There really is no need to use min-device-width at all as what you are essentially interested in is the width available for your design irrespective of device. You need to be device agnostic in most cases (use min-width or max-width media queries).

Note that your design is also broken on large desktops with a white gap again appearing at around 2000px and getting larger (my monitor is 2500px). Using magic numbers (like margin-top:-335px) is bound to fail and should be avoided at all costs.

Therefore I suggest you start again and don’t use any magic numbers in that top section. As your canvas element has been set to 80vh you should be easily able to overlay your text “I’m UMAR your next web designer & developer” on top of the canvas element using absolute positioning.

Just set a stacking context with position:relative; on the element called #home and then absolutely place valign-wrapper into position using an 80vh height. Centering can be achieved by using flexbox.

The following content will then keep track with the canvas element automatically so remove all the other magic numbers. You will need to set the canvas element to display:block to kill the whitespace node and you also have a collapsing margin where you are using margin-top:10% on your #centreMe div. The margin collapses onto .second-sec-margin and gives you 10% of white background instead of what it should be. (note that vertical margins refer to the width of the element and are therefore not consistent either). To stop the margin collapse you could force a new block formatting context or add a coloured top border to .second-sec-margin.
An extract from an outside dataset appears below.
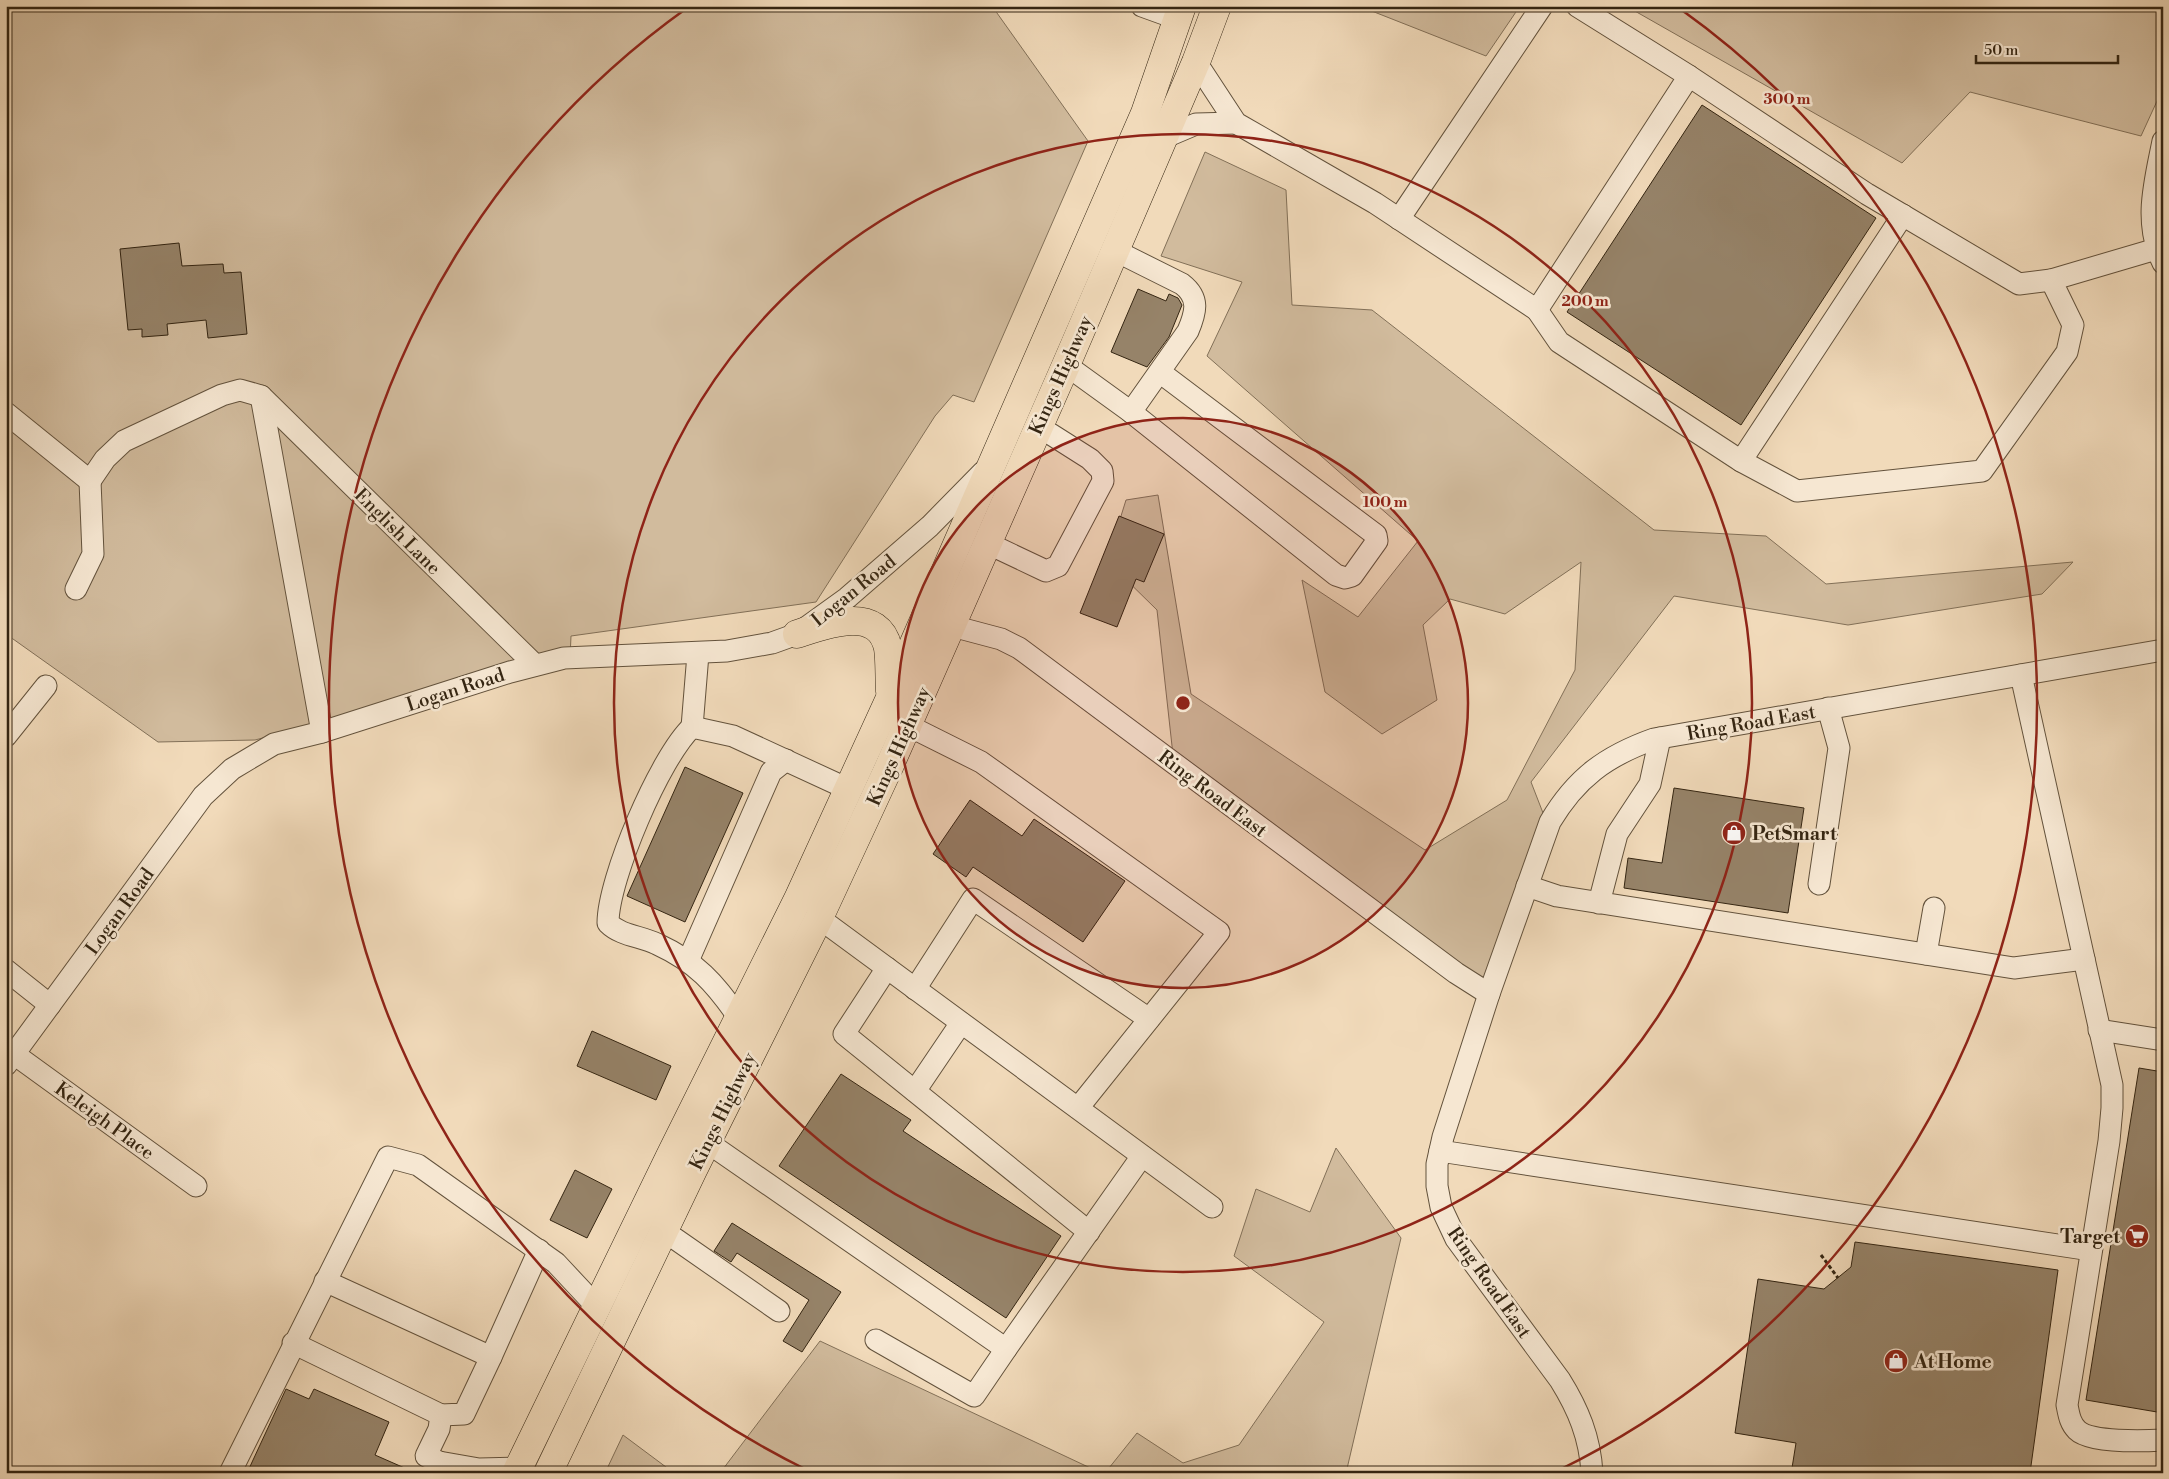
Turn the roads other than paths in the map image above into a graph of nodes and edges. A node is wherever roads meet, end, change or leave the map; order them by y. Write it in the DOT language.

That should get you closer to what you want.

BTW is there any way to turn that graphic off as its giving me a right headache trying to debug :slight_smile:

5 Likes

Yes it is. To stop the animation, just disable Javascript as soon as the page is loaded. :slight_smile:

The page needs to load with javascript enabled to get pass the totally useless preload cover. Then the animated grafic is loaded with Javascript.

3 Likes

Thank you so much for helping me.
I’ve disabled that canvas movement on mouse move.

I was almost able to fix the issue following your guide (and I’m fixing this on a sample page here ) but now there is only one little issue, now the text " your next web designer & developer” is not perfectly centered, I mean when the words (Designer and Developer) are swapped with an animation, during that animation the string ( your next Web-) appears to be left aligned and when the animation is complete it’s center aligned.

I’ve applied display: flex; justify-content: center; on it as you suggested.

How can we make it centered all the time (during animation too)?
Here is the new live link.

Again thanks for your help :+1:t2:.

If I’m understanding correctly then try the following code.

#textWrapper .title{float:none;}

It seems to do what you want although the text will still have to jump a little as the larger word appears.

Thanks :+1:t2::slightly_smiling_face:

I also fixed that by adding a width to the #textWrapper.